Slurm Example Jobscripts§
Multi-node MPI job§
In this example all modules are purged and then reloaded. This is not necessary, but since your current environment gets copied to the job, this makes sure that the batch job will still behave in the same way even if you are working with different local modules interactively on the login node you are submitting from.
#!/bin/bash
#SBATCH --job-name=vasp_6.4.3_2node
#SBATCH --nodes=2
#SBATCH --ntasks-per-node=40
#SBATCH --cpus-per-task=1
#SBATCH --time=4:00:00
# Purging and reloading all modules to be sure of the job's enviroment
module purge
module load ucl-stack/2025-05
module load mpi/intel-oneapi-mpi/2021.14.0/intel-oneapi-2024.2.1
module load intel-oneapi-mkl/2023.2.0-intel-oneapi-mpi/intel-oneapi-2024.2.1
module load hdf5/1.14.3-intel-oneapi-mpi/oneapi-2024.2.1
module load vasp/6.4.3-intel-oneapi-mpi/oneapi-2024.2.1
srun vasp_std
Hybrid MPI with OpenMP job§
Here are two example NAMD jobs that use some MPI processes which can communicate between nodes, and some OpenMP threads inside a node.
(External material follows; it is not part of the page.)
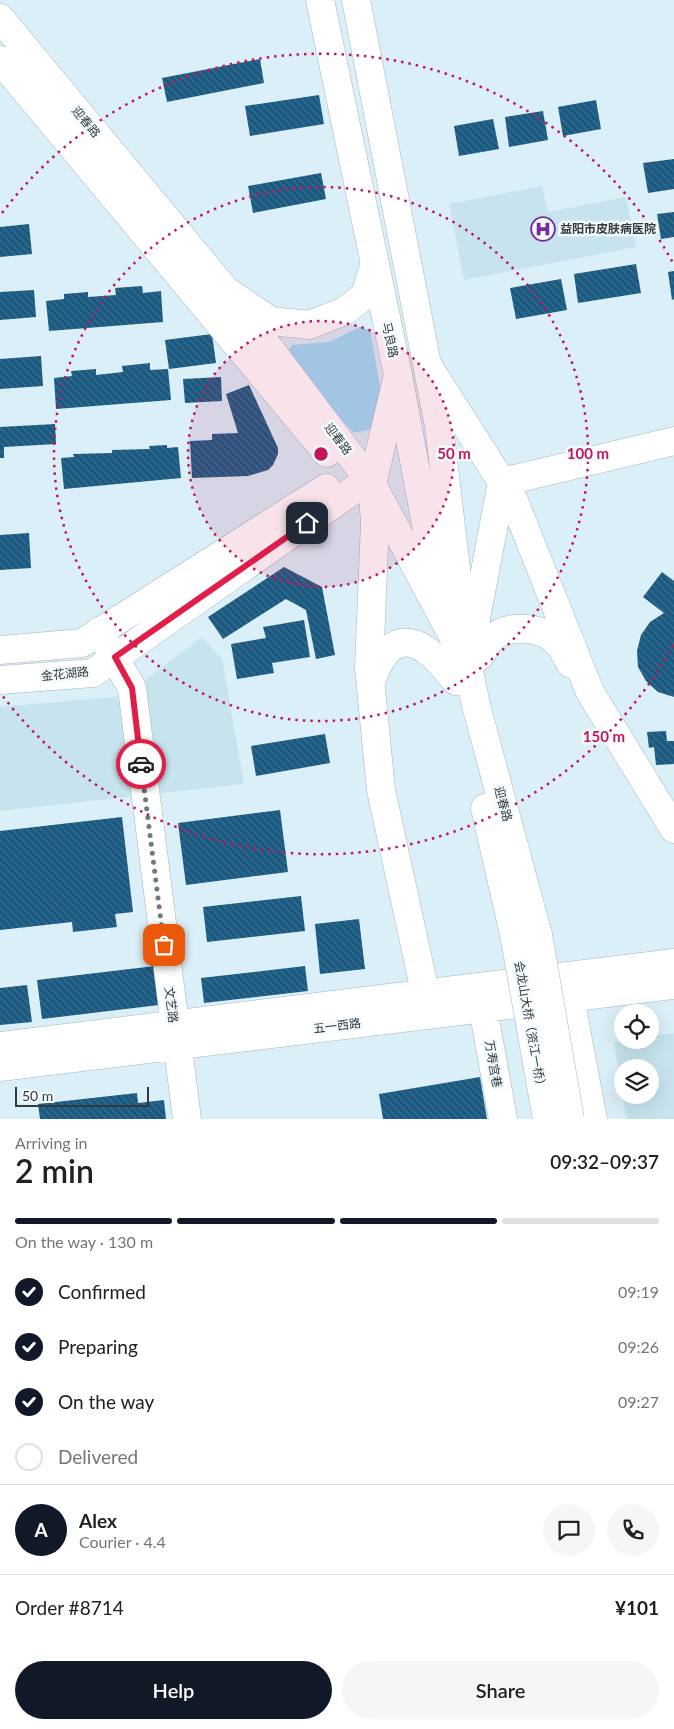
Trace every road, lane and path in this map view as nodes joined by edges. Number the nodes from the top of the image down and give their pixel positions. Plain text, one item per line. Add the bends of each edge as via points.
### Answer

NAMD uses charm++ which can be complex to launch.
#!/bin/bash
# NAMD build using verbs, has more complex launch line.
# Based on ARCHER2 mpi+smp jobscript
# 2 nodes, 2 MPI comm processes per node, 20 worker threads per comm process
#SBATCH --job-name=namd_verbs_2node
#SBATCH --ntasks-per-node=2
#SBATCH --cpus-per-task=20
#SBATCH --nodes=2
#SBATCH --time=4:00:00
# Purging and reloading all modules to be sure of the job's enviroment
module purge
module load ucl-stack/2025-05
module load namd/3.0.1-verbs/gcc-12.3.0
# Set procs per node (PPN) & OMP_NUM_THREADS
# One CPU core left free for associated MPI process
export PPN=$(($SLURM_CPUS_PER_TASK-1))
export OMP_NUM_THREADS=$SLURM_CPUS_PER_TASK
export OMP_PLACES=cores
# Record PPN in the output file
echo "Number of worker threads PPN = $PPN"
# Cannot use srun directly with verbs version as charmrun is required
# so Slurm options need to be passed as environment variables.
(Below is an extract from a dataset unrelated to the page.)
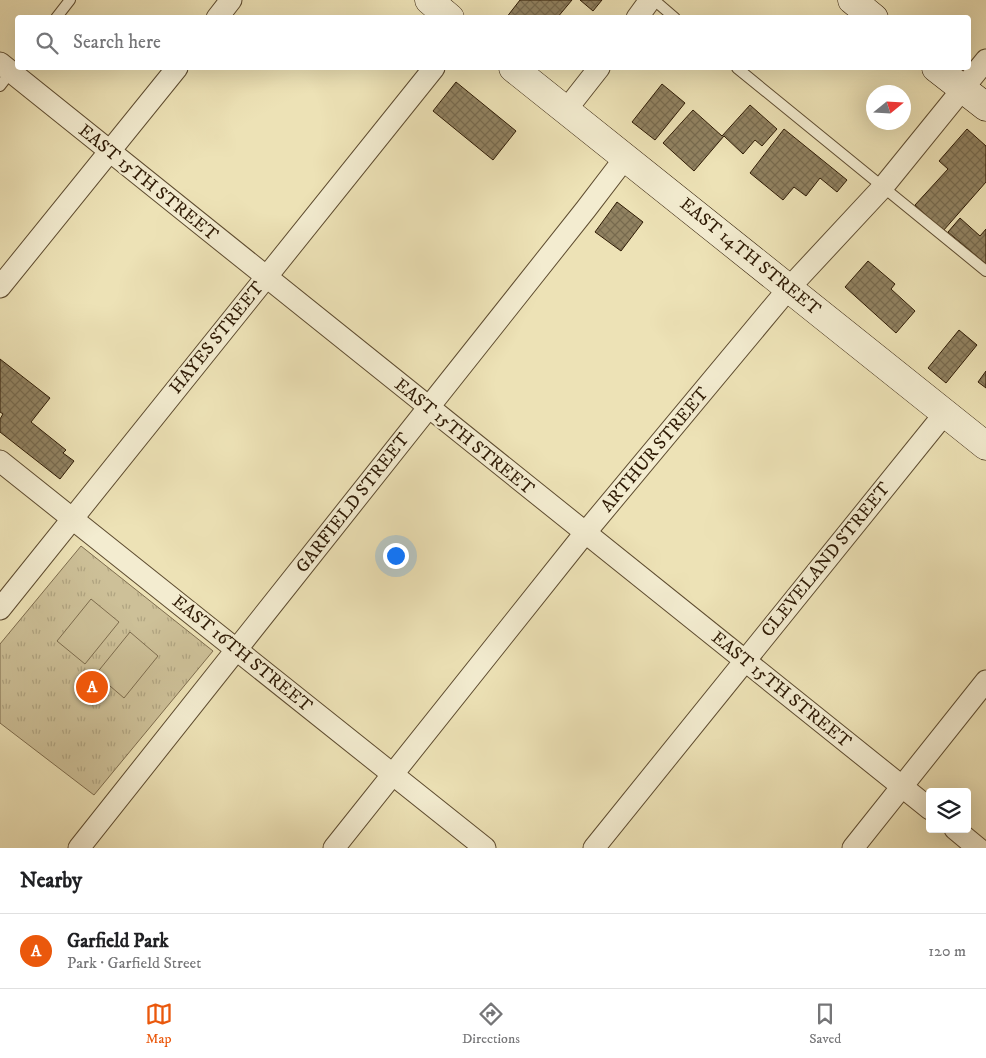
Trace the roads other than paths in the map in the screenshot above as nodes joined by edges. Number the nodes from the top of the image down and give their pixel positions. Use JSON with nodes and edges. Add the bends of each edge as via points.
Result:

# ++verbose is being passed for more debug information on what charmrun is doing.
export SLURM_HINT=nomultithread
charmrun ++n ${SLURM_NTASKS} ++mpiexec ++remote-shell srun ++verbose $(which namd3) +setcpuaffinity ++ppn ${PPN} apoa1.namd
#!/bin/bash
# NAMD build using ucx, simpler launch line, may have more overheads.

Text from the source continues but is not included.